TASK PROMPT:
What is needed is an exact copy of every record.

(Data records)
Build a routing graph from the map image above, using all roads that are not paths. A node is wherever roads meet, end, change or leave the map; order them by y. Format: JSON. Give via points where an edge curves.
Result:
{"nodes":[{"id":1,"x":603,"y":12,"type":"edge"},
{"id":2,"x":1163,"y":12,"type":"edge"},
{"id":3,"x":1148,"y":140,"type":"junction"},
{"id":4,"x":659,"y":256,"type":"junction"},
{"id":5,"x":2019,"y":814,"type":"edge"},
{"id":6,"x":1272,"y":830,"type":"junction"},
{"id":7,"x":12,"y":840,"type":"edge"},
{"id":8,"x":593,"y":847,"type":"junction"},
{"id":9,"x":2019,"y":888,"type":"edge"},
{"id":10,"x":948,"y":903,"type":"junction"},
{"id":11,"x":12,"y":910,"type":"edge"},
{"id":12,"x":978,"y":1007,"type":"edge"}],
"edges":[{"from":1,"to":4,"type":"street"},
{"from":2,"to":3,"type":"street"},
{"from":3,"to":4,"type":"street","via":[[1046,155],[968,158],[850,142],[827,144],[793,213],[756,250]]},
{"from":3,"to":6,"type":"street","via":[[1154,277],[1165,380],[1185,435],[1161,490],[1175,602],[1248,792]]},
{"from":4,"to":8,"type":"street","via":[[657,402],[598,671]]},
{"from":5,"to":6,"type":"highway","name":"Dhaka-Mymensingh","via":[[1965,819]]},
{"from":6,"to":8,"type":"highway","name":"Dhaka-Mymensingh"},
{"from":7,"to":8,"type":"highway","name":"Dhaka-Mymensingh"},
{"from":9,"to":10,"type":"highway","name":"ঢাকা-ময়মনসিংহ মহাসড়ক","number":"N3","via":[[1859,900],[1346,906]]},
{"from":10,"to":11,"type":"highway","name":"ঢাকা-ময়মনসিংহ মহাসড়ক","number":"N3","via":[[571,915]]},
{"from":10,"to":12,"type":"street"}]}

ANSWER SPACE:
Build a routing graph from the map image above, using all roads that are not paths. A node is wherever roads meet, end, change or leave the map; order them by y. Format: JSON. Give via points where an edge curves.
Result:
{"nodes":[{"id":1,"x":603,"y":12,"type":"edge"},
{"id":2,"x":1163,"y":12,"type":"edge"},
{"id":3,"x":1148,"y":140,"type":"junction"},
{"id":4,"x":659,"y":256,"type":"junction"},
{"id":5,"x":2019,"y":814,"type":"edge"},
{"id":6,"x":1272,"y":830,"type":"junction"},
{"id":7,"x":12,"y":840,"type":"edge"},
{"id":8,"x":593,"y":847,"type":"junction"},
{"id":9,"x":2019,"y":888,"type":"edge"},
{"id":10,"x":948,"y":903,"type":"junction"},
{"id":11,"x":12,"y":910,"type":"edge"},
{"id":12,"x":978,"y":1007,"type":"edge"}],
"edges":[{"from":1,"to":4,"type":"street"},
{"from":2,"to":3,"type":"street"},
{"from":3,"to":4,"type":"street","via":[[1046,155],[968,158],[850,142],[827,144],[793,213],[756,250]]},
{"from":3,"to":6,"type":"street","via":[[1154,277],[1165,380],[1185,435],[1161,490],[1175,602],[1248,792]]},
{"from":4,"to":8,"type":"street","via":[[657,402],[598,671]]},
{"from":5,"to":6,"type":"highway","name":"Dhaka-Mymensingh","via":[[1965,819]]},
{"from":6,"to":8,"type":"highway","name":"Dhaka-Mymensingh"},
{"from":7,"to":8,"type":"highway","name":"Dhaka-Mymensingh"},
{"from":9,"to":10,"type":"highway","name":"ঢাকা-ময়মনসিংহ মহাসড়ক","number":"N3","via":[[1859,900],[1346,906]]},
{"from":10,"to":11,"type":"highway","name":"ঢাকা-ময়মনসিংহ মহাসড়ক","number":"N3","via":[[571,915]]},
{"from":10,"to":12,"type":"street"}]}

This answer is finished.